S.F. went off work in March 2015 and began receiving disability benefits that November. He later sued his employer for negligence and settled the claim for $365,000 through mediation in April 2023.
Subrogation dispute emerges
The disability plan includes subrogation provisions that give the trustees rights to recover benefits they paid from any third-party settlement. The plan also requires trustee consent for any settlement to be effective.
The trustees consented to the overall $365,000 settlement amount but refused to approve how the settlement was broken down among different types of damages. This created a dispute over how much the trustees could recover from the settlement proceeds.
The trustees sought a court declaration determining how much of the settlement should be allocated to past and future income loss — the portions they had subrogation rights to recover.
Court applies proportional approach
The application judge allocated $32,442.91 to past wages and pre-judgment interest and $65,703 to future wage loss. The judge used a proportional approach, comparing the total amount claimed in the mediation brief (approximately $2.3 million) to the actual settlement amount.
The judge also applied a 50% reduction for “puffery” — accounting for the possibility that income loss claims were overstated or might have failed due to various legal risks.
Trustees challenge multiple aspects
The trustees appealed on seven grounds, arguing the judge misunderstood evidence and made legal errors. They claimed the income loss claims were not riskier than other damage categories and that the judge incorrectly calculated the proportional allocation.
The trustees also argued that S.F.’s mediation brief double-counted $345,266 in disability benefits already paid and significantly undervalued pre-judgment interest at only $8,070.
Appeal court upholds decision
The Court of Appeal rejected all grounds of appeal. On the risk assessment, the court found the application judge properly considered liability and causation issues that made income loss claims more vulnerable than other damages.
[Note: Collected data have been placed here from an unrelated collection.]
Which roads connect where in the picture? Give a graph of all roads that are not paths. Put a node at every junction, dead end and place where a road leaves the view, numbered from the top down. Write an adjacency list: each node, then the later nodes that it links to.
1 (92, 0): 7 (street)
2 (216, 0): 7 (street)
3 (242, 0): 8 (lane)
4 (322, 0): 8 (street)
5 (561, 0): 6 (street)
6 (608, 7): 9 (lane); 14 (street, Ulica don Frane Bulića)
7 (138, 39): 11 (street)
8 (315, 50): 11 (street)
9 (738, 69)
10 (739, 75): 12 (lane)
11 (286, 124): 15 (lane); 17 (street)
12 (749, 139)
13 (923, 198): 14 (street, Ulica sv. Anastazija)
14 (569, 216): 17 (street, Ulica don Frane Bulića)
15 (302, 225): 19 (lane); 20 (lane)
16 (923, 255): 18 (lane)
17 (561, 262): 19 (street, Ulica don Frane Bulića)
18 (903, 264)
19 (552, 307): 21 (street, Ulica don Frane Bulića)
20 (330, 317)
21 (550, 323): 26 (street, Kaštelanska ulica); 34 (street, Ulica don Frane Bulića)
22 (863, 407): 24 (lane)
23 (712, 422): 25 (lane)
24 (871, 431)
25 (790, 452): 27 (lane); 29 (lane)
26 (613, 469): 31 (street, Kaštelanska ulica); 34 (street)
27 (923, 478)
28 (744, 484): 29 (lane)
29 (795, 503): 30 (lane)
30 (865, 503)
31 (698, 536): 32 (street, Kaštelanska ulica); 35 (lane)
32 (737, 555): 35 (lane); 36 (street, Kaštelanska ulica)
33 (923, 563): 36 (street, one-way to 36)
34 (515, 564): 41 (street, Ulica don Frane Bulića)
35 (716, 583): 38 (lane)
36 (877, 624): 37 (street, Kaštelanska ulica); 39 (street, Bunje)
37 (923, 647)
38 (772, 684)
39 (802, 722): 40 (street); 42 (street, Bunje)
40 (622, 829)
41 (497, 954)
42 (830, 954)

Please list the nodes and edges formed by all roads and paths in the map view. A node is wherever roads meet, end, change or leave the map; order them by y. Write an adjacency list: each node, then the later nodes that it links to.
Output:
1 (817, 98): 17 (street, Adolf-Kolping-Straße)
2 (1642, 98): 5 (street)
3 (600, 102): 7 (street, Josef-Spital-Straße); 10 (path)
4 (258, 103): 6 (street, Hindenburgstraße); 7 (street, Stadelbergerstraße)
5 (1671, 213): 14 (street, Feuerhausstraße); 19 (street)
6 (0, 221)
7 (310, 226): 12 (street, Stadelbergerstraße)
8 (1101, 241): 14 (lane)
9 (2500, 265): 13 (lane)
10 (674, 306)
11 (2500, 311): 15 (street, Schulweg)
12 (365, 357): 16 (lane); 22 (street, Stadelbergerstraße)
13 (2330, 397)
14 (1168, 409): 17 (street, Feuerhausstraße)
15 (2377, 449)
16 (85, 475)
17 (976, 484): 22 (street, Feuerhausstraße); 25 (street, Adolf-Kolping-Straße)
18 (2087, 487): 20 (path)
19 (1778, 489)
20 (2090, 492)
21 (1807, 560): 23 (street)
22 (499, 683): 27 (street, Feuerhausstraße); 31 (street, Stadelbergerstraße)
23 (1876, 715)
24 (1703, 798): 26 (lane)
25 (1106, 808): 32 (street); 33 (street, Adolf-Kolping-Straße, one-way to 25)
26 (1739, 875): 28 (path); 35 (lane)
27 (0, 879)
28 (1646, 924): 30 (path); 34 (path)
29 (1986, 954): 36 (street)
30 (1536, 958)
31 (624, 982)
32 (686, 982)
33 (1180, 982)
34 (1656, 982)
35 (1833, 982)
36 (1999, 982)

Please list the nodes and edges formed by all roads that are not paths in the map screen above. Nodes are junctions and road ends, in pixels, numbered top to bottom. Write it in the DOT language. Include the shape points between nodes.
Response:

The judge had noted that “there were issues of liability and causation that present a real risk for Mr. Feener to account for the weakness of income loss claims relative to the other components of the claim.” He found it was “easier to quantify the injuries, he sustained from the first fall than it is to determine the impact of the two falls relative to his ability to earn an income now and into the future.”
The court emphasized that S.F. had suffered two falls within a week, creating complications about which incident caused his ongoing disability. Medical evidence showed his treating neurologists did not believe he sustained a head injury, and there were questions about whether his issues were psychological rather than physical.
Calculation methodology defended
Regarding the trustees’ mathematical objections, the appeal court said the application judge was entitled to base his calculations on what was actually claimed in the mediation brief rather than what should have been claimed.
The court noted that “it was not so much the accuracy of the individual amounts claimed, but the settlement amount compared to the overall claim which he considered important.” This approach fell within the judge’s discretion and was not “so clearly wrong as to amount to an injustice.”
Puffery adjustment timing upheld
The trustees argued the 50% puffery reduction should have been applied before calculating proportional allocations rather than after. However, the appeal court found this approach was consistent with previous similar cases and represented a fair exercise of judicial discretion.
The court noted there is “no formula or approach that is universal in these cases” and that judges must try to reach allocations that are fair to all parties.
No waiver found
The trustees also claimed the judge wrongly found they had waived their rights by not participating in the mediation. The appeal court clarified that the judge did not find an irrevocable waiver but simply noted the trustees “did not have a say in the real-time allocation of the damages” by choosing not to attend.
This finding had no effect on the judge’s analysis or outcome, the court said.
The Court of Appeal dismissed the entire appeal and ordered the trustees to pay $5,000 in costs to S.F.